John Harris

Journalist & Author

Archive for November, 2011

« Older Entries |

Britain’s economy needs a big push but the Tories can only nudge | John Harris

Wednesday, November 30th, 2011

Osborne’s grand plan to boost growth is a dogma-ridden hybrid that will squeeze the low-paid and rebound on the economy

Until the OECD officially predicted a double-dip British recession today, the spurt of hype and guesswork preceding George Osborne’s autumn statement was just about doing its work. The airwaves crackled with news of the £30bn jump-leads to be attached to the national infrastructure plan, to be part-funded by pension funds, and coalition high-ups talked up 500 projects, including 50 or so “top priority” schemes that will get their money as soon as possible: electrification of the TransPennine rail line between Manchester and Leeds; upgrades to the M25, M3 and M56; work on the good old Kingskerswell bypass. All was sweat, cement and national renewal: a vision worthy of Stalin’s Russia – without quite so much death.

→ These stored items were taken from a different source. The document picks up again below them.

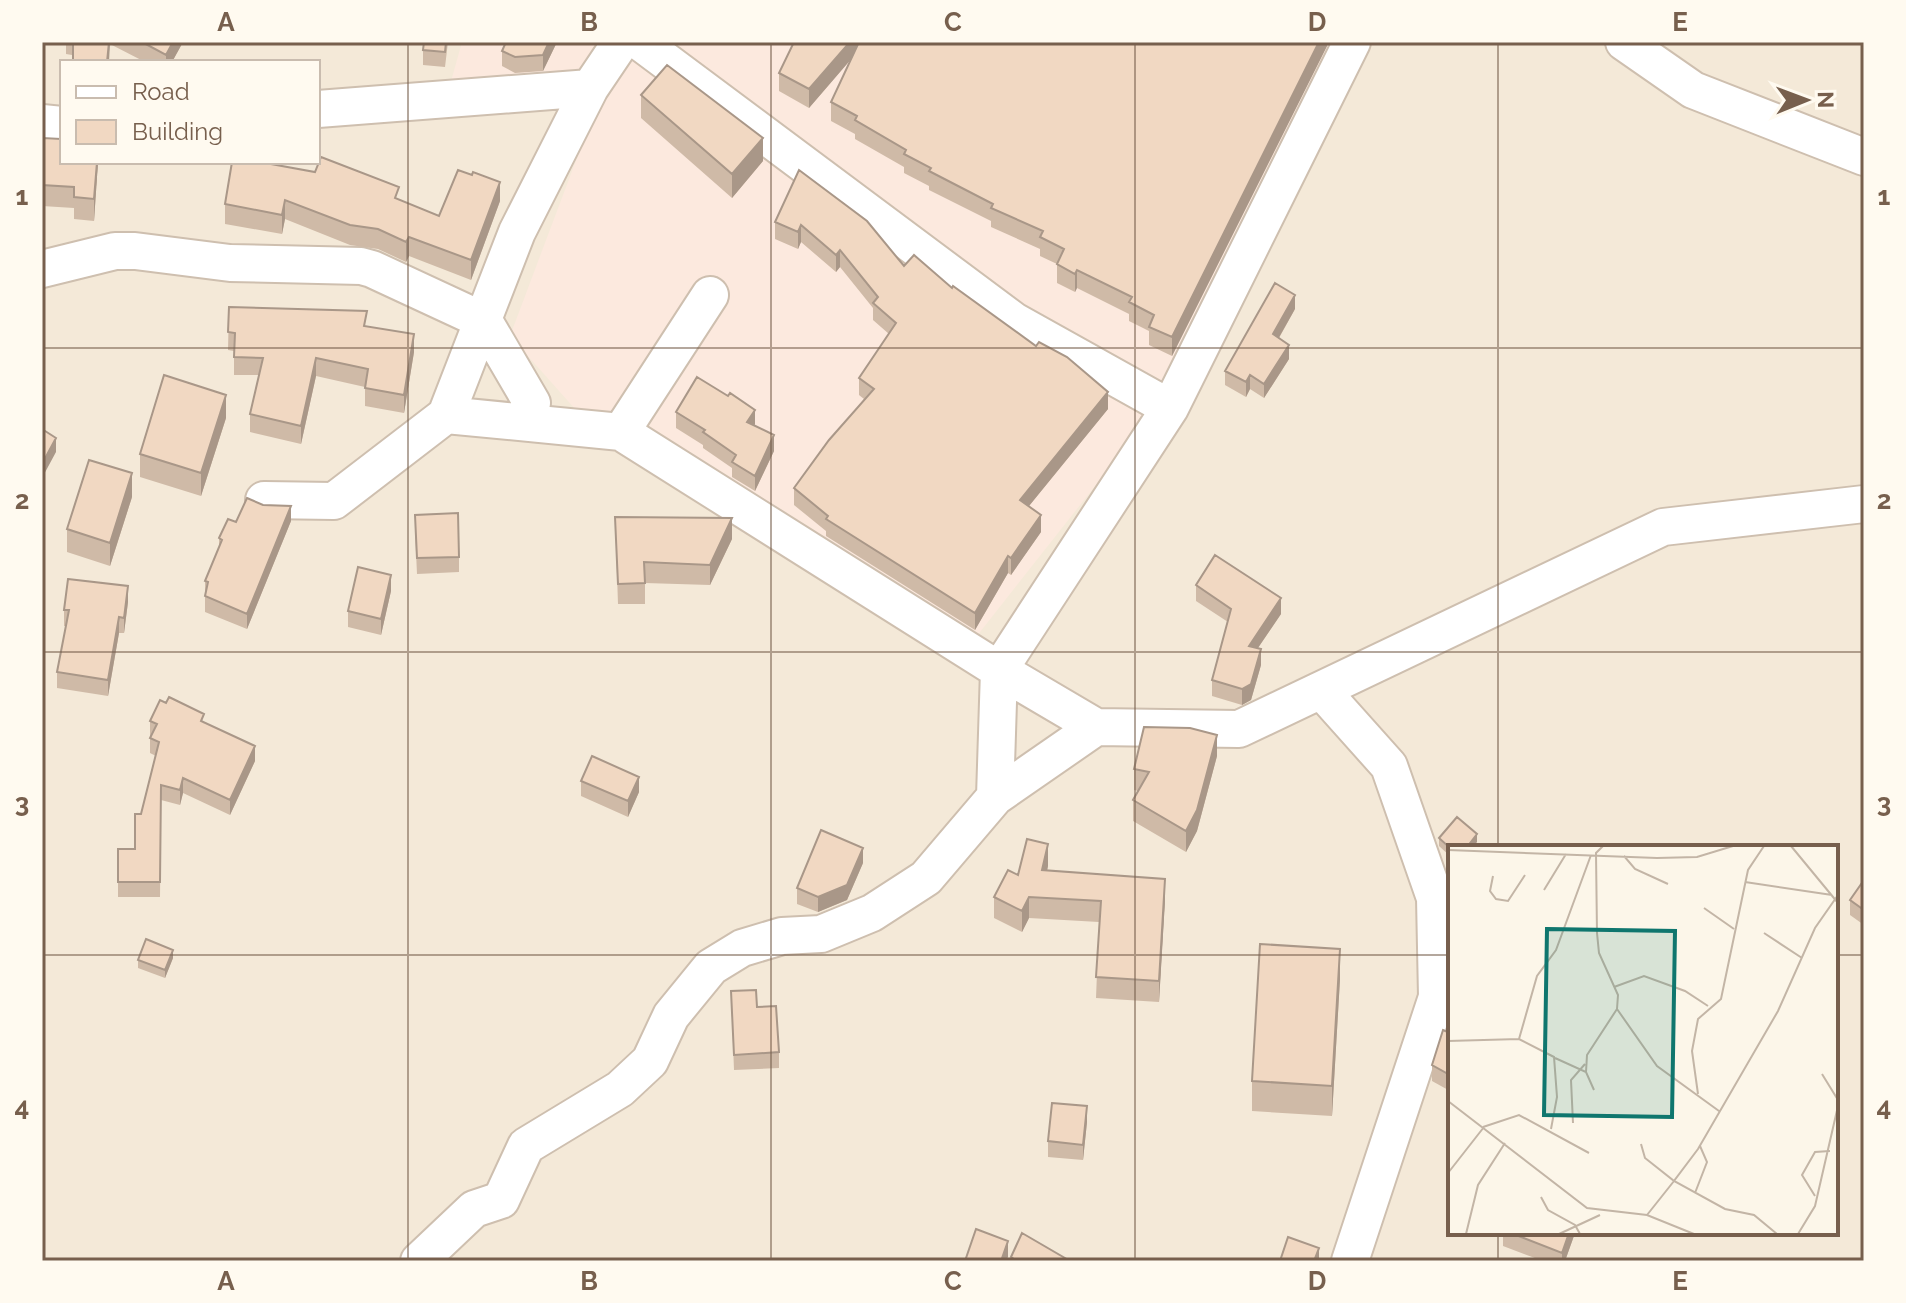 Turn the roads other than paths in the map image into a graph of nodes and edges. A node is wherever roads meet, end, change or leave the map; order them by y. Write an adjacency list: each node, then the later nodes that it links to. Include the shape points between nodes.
1 (621, 42): 5 (street)
2 (640, 42): 12 (street, via 1014,321)
3 (1352, 42): 12 (street)
4 (1624, 42): 7 (street, via 1693,90)
5 (590, 88): 6 (street); 10 (street, via 517,232)
6 (320, 109)
7 (1864, 157)
8 (42, 269): 10 (street, via 115,251 230,263 361,266)
9 (710, 295): 14 (street)
10 (484, 321): 11 (street); 13 (street)
11 (532, 403)
12 (1170, 408): 17 (street)
13 (446, 415): 14 (street); 15 (street, via 334,501)
14 (621, 432): 17 (street)
15 (264, 500)
16 (1864, 504): 18 (street, via 1663,527)
17 (999, 670): 19 (street); 20 (street)
18 (1322, 691): 19 (street, via 1239,729); 22 (street, via 1389,766 1435,898 1437,997)
19 (1096, 727): 20 (street)
20 (995, 797): 21 (street, via 926,878 872,913 821,934 782,936 742,948 711,967 671,1016 650,1061 620,1089 526,1146 501,1200 474,1209)
21 (419, 1261)
22 (1350, 1261)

It is easy to get lost in the midst of what seems to be a fit of grand-scale creative accounting but as I understand it, £10bn of the new plan’s funds will be stumped up by the government. Some £5bn of that – a sum which looks likely to be snatched from millions of the low-paid, more of which in a moment – will have been spent by 2015, with the other half to follow later. The total, it should be noted, is a mere fraction of what is already being cut from capital spending.

Moreover, the details of the £20bn supposedly to be provided by non-government sources are very unclear: last week, there were reported noises from Whitehall insiders suggesting that the sum amounted to an “aspiration”, while pension funds confirmed they were only in the foothills of talks with government, and the odd sceptical voice wondered whether such risk-averse interests would actually want to get involved.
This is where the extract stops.